A group of 30-odd students in rural Bengal started a forum with a helpline service, provided relief to 5,000 migrants across the country
“My friends and I teach children in rural areas adjoining our college in Kalyani, a suburb some 50 kilometres from Kolkata, West Bengal. When the novel coronavirus disease (COVID-19) crisis deepened in April, we started receiving calls from the families living there for help,” recalled Julekha Pervin, a third-year student with the Bidhan Chandra Krishi Viswavidyalaya.
So Pervin, along with 30-odd students, started reaching out to individual households with food packages. Later, they started a community kitchen. They raised Rs 60,000, primarily through contributions from professors.
“We soon realised that almost all the households in rural West Bengal had family members stuck in cities without jobs,” she said. So they came up with a simple idea: Start a forum with a helpline service where people could call up and inform distressed workers from West Bengal and then pass on the information to non-profits operating in the state where they were stranded.
Pervin and two others, Tamonash Roy and Chandan Bhattarcharya, took the responsibility of the helpline service and popularised their phone numbers through social media and by word of mouth.
The others started forging associations with non-profits in different states. At the peak of the crisis, the students would receive over 120 calls a day, mostly from family members of workers stranded in other states. They created a network of 50-60 non-profits.
“There have been occasions when we were unable to immediately connect a migrant with a non-profit. We transferred money directly to them,” said Pervin.
For instance, a couple in Dharavi slums of Mumbai needed immediate help for their youngest child who suffers from thalassemia, which requires regular blood transfusion. Dharavi, at that time, was completely locked down due to high number of COVID-19 cases. “We transferred some money. They eventually got their jobs back and are doing better now,” she added.

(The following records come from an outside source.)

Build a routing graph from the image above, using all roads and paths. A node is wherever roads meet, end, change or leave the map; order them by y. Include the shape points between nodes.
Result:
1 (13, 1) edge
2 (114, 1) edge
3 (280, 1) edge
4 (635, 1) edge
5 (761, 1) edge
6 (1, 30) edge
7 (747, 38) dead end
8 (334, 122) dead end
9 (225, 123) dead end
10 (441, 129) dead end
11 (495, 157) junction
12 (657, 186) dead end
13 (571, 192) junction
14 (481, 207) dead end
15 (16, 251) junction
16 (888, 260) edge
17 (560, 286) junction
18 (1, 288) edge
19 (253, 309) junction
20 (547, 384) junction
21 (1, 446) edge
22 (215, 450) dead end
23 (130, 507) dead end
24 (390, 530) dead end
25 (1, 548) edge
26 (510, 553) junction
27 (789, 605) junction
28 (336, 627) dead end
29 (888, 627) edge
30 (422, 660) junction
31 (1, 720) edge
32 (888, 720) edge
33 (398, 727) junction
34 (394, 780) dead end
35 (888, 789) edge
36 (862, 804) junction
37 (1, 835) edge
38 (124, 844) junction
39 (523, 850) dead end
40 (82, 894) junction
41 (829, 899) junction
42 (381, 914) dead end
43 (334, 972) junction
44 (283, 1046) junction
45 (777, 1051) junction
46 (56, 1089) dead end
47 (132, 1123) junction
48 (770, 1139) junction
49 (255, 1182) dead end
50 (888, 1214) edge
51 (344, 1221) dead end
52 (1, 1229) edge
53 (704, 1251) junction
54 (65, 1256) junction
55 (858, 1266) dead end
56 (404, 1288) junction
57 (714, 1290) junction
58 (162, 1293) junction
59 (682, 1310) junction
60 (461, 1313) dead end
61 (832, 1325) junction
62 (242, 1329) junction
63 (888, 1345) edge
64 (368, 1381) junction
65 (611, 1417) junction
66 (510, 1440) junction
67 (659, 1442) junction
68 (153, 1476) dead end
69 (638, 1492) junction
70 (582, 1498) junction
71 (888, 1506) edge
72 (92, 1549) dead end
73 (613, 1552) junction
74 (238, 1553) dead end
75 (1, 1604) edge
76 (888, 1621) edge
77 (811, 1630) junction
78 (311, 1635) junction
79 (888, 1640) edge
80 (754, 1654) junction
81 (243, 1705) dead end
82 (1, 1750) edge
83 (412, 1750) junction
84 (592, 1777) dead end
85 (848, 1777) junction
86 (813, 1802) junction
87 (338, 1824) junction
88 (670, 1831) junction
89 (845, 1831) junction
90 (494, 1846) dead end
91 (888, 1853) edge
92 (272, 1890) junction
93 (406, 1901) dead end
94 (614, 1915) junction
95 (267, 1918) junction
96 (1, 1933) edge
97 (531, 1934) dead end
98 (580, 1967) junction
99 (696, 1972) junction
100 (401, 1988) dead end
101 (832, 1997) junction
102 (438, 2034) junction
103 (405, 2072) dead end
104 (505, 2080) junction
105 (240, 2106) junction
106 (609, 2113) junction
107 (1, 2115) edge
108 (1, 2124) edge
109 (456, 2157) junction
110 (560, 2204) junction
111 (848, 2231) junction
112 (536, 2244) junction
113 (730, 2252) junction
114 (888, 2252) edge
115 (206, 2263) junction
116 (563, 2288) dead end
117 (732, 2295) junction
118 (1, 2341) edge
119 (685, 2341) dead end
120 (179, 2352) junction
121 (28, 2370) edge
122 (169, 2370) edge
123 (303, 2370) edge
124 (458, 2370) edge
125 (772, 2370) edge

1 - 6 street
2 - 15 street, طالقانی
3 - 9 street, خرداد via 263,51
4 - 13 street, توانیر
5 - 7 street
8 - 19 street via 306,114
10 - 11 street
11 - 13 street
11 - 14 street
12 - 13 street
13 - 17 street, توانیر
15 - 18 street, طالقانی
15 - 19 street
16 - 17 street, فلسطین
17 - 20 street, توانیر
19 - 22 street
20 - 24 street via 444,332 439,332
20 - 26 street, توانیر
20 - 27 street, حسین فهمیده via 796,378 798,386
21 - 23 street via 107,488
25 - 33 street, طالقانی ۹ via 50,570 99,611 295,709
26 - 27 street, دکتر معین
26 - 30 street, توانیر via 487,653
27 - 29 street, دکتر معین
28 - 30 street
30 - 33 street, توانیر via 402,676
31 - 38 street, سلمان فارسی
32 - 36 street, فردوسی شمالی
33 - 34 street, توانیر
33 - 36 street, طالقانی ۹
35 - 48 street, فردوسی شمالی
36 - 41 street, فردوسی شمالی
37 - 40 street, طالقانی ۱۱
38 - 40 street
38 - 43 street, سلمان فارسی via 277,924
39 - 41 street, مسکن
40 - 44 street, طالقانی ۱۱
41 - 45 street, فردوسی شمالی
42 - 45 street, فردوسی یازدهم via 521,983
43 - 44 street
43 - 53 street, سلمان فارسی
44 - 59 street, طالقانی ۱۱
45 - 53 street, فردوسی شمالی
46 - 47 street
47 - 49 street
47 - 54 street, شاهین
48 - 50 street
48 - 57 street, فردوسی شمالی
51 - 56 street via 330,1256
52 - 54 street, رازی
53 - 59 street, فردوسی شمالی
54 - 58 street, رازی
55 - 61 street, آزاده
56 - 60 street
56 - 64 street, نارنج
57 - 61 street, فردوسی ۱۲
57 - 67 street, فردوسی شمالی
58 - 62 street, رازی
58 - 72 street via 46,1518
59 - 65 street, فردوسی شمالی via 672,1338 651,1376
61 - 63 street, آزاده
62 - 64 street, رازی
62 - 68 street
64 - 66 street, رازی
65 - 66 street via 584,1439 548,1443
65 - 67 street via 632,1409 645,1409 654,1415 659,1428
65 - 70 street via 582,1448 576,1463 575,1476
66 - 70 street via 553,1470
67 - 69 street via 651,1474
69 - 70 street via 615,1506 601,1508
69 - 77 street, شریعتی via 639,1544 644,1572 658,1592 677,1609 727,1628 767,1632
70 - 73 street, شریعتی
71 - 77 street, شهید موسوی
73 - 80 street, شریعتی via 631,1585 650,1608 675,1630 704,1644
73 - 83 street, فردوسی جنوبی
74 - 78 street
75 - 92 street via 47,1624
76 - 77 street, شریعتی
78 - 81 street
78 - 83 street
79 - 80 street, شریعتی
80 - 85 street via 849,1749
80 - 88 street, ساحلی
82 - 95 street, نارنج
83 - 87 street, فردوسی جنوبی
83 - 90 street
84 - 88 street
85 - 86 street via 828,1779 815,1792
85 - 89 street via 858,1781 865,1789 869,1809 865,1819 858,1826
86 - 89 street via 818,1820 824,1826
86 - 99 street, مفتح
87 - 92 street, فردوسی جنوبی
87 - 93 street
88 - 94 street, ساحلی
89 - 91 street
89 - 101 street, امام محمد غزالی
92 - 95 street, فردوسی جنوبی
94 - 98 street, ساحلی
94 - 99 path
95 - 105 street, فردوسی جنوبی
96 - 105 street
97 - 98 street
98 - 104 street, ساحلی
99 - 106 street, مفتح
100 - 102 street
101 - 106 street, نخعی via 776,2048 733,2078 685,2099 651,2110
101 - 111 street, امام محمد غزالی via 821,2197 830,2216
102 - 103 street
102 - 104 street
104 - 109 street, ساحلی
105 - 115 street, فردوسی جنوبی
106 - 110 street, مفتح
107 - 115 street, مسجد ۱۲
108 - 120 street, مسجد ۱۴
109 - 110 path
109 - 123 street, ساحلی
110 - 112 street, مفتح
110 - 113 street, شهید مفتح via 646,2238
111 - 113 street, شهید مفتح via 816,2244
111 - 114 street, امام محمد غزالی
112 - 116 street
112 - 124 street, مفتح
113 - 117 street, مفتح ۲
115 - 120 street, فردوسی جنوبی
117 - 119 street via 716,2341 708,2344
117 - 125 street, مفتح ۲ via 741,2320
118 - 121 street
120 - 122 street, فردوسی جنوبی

During the second phase of the lockdown, the students started sensitising families about various government schemes and initiatives. They rolled out small how-to videos on the Sneherparash mobile application, released by the West Bengal government to transfer Rs 1,000 to rural beneficiaries and circulated it among people.
They created similar content on how to book tickets for shramik trains and apply for e-passes to enter West Bengal districts.
While the migrant distress has eased ever since, Pervin thinks the lockdown hurt the illiterate population the most. “We received several calls from groups of Bengali women who were working at construction sites in Jaipur. These groups were stuck in the city after the construction sites closed down because they could not speak Hindi,” she said.
The students have helped over 5,000 migrants and provided relief to many more households in the state.